▸ EXCERPTED RECORDS
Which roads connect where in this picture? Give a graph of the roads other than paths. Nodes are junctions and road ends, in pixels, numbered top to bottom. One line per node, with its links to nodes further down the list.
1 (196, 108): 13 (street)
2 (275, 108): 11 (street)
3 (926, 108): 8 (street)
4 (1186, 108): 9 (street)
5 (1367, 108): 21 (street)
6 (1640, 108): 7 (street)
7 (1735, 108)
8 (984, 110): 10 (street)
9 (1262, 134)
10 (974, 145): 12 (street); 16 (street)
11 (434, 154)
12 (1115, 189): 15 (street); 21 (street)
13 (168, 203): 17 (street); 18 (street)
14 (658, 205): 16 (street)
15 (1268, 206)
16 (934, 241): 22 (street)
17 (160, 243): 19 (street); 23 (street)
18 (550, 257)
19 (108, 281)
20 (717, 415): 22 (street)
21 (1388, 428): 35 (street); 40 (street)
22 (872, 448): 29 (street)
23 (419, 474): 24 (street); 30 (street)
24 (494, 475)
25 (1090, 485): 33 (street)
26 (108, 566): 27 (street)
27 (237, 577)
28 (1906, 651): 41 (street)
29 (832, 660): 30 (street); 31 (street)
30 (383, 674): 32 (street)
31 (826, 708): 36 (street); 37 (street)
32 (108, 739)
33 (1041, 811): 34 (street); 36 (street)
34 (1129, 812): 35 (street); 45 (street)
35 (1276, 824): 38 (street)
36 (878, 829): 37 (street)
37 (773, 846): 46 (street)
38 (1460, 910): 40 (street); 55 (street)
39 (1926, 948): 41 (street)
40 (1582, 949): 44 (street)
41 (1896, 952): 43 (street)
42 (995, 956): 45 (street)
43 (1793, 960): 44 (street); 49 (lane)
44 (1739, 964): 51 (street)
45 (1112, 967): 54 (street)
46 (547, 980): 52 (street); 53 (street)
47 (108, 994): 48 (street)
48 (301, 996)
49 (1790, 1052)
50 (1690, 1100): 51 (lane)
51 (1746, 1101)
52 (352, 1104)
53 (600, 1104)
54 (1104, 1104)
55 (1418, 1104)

▸ YOUR OBJECTIVE
Retype the complete listing exactly.

▸ ANSWER BELOW
Which roads connect where in this picture? Give a graph of the roads other than paths. Nodes are junctions and road ends, in pixels, numbered top to bottom. One line per node, with its links to nodes further down the list.
1 (196, 108): 13 (street)
2 (275, 108): 11 (street)
3 (926, 108): 8 (street)
4 (1186, 108): 9 (street)
5 (1367, 108): 21 (street)
6 (1640, 108): 7 (street)
7 (1735, 108)
8 (984, 110): 10 (street)
9 (1262, 134)
10 (974, 145): 12 (street); 16 (street)
11 (434, 154)
12 (1115, 189): 15 (street); 21 (street)
13 (168, 203): 17 (street); 18 (street)
14 (658, 205): 16 (street)
15 (1268, 206)
16 (934, 241): 22 (street)
17 (160, 243): 19 (street); 23 (street)
18 (550, 257)
19 (108, 281)
20 (717, 415): 22 (street)
21 (1388, 428): 35 (street); 40 (street)
22 (872, 448): 29 (street)
23 (419, 474): 24 (street); 30 (street)
24 (494, 475)
25 (1090, 485): 33 (street)
26 (108, 566): 27 (street)
27 (237, 577)
28 (1906, 651): 41 (street)
29 (832, 660): 30 (street); 31 (street)
30 (383, 674): 32 (street)
31 (826, 708): 36 (street); 37 (street)
32 (108, 739)
33 (1041, 811): 34 (street); 36 (street)
34 (1129, 812): 35 (street); 45 (street)
35 (1276, 824): 38 (street)
36 (878, 829): 37 (street)
37 (773, 846): 46 (street)
38 (1460, 910): 40 (street); 55 (street)
39 (1926, 948): 41 (street)
40 (1582, 949): 44 (street)
41 (1896, 952): 43 (street)
42 (995, 956): 45 (street)
43 (1793, 960): 44 (street); 49 (lane)
44 (1739, 964): 51 (street)
45 (1112, 967): 54 (street)
46 (547, 980): 52 (street); 53 (street)
47 (108, 994): 48 (street)
48 (301, 996)
49 (1790, 1052)
50 (1690, 1100): 51 (lane)
51 (1746, 1101)
52 (352, 1104)
53 (600, 1104)
54 (1104, 1104)
55 (1418, 1104)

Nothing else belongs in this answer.